COPN requires doctors, nurses, and other providers — who are already fully licensed and qualified to provide care — to secure an expensive certificate to open or expand a practice, purchase certain medical devices, or offer new services.

Essentially, it’s a permission slip to simply broaden the range of health care options available to patients. Virginia is the 11th most restrictive of the 36 states that continue to enforce COPN programs.

Why, then, would Virginia want to keep doctors from providing as many services as possible? The rationale, while dubious, is rather straightforward. The state’s COPN program is intended to control costs and to better distribute care to hard-to-reach areas and to the needy. These are, without a doubt, critical goals.
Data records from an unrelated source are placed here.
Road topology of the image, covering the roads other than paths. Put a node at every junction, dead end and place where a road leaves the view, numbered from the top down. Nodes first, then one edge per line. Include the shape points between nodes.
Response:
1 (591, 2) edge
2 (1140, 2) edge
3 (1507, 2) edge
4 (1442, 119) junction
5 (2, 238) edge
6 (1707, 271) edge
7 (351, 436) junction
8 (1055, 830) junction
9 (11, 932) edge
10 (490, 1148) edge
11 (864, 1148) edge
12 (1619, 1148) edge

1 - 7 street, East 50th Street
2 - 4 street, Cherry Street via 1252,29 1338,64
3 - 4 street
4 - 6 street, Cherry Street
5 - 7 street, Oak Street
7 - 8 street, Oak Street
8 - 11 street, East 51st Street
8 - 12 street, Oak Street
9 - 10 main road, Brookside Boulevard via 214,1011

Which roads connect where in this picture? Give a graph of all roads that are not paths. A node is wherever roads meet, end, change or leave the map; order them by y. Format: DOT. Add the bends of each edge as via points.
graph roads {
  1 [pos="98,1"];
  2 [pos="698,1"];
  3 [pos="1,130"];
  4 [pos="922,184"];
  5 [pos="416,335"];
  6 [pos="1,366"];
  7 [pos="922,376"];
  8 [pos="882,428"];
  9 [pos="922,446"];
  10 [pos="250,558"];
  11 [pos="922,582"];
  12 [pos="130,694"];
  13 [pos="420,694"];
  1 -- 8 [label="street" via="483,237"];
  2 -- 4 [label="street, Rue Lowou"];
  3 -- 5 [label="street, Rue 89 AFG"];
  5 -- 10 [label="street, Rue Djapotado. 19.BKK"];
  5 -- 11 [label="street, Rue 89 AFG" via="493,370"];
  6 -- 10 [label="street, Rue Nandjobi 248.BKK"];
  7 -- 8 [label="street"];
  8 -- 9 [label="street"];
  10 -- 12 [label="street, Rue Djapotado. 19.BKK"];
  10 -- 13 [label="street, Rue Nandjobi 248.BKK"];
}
But the data tell us that COPN is an unequivocal failure. In fact, it may be a large part of the problem.

Our collective research finds no evidence that COPN programs control costs or increase charity care, and that in reality, they appear to be pushing patients to seek care in non-COPN states.

Our latest research contains more alarming news, especially for people living in rural areas. States with COPN programs have 30 percent fewer hospitals, including 30 percent fewer rural hospitals, than those that do not.

In areas without a hospital, ambulatory surgery centers are sometimes the only alternative. But COPN restricts these as well — by about 13 percent in rural areas.

It’s concerning enough to imagine that this may be contributing to fewer options for those seeking care. But it may also mean higher prices. One recent study found that hospital prices in markets with two hospitals are 1.6 percent higher than those in markets with three. Those with three hospitals have 4.8 percent higher prices than those with four or more.

Competition is a big deal — even in health care. It’s about more than a doctor’s right to provide care as he or she sees fit, based on their education, training, and personal experience. It’s also about making sure their patients have as many options for affordable, high-quality health care as possible.

If judged only by their intentions, COPN laws are certainly praiseworthy. Controlling costs, increasing access, and getting care to those in need should be at the center of any debate over healthcare. Judged by their effects, however, COPN laws have failed.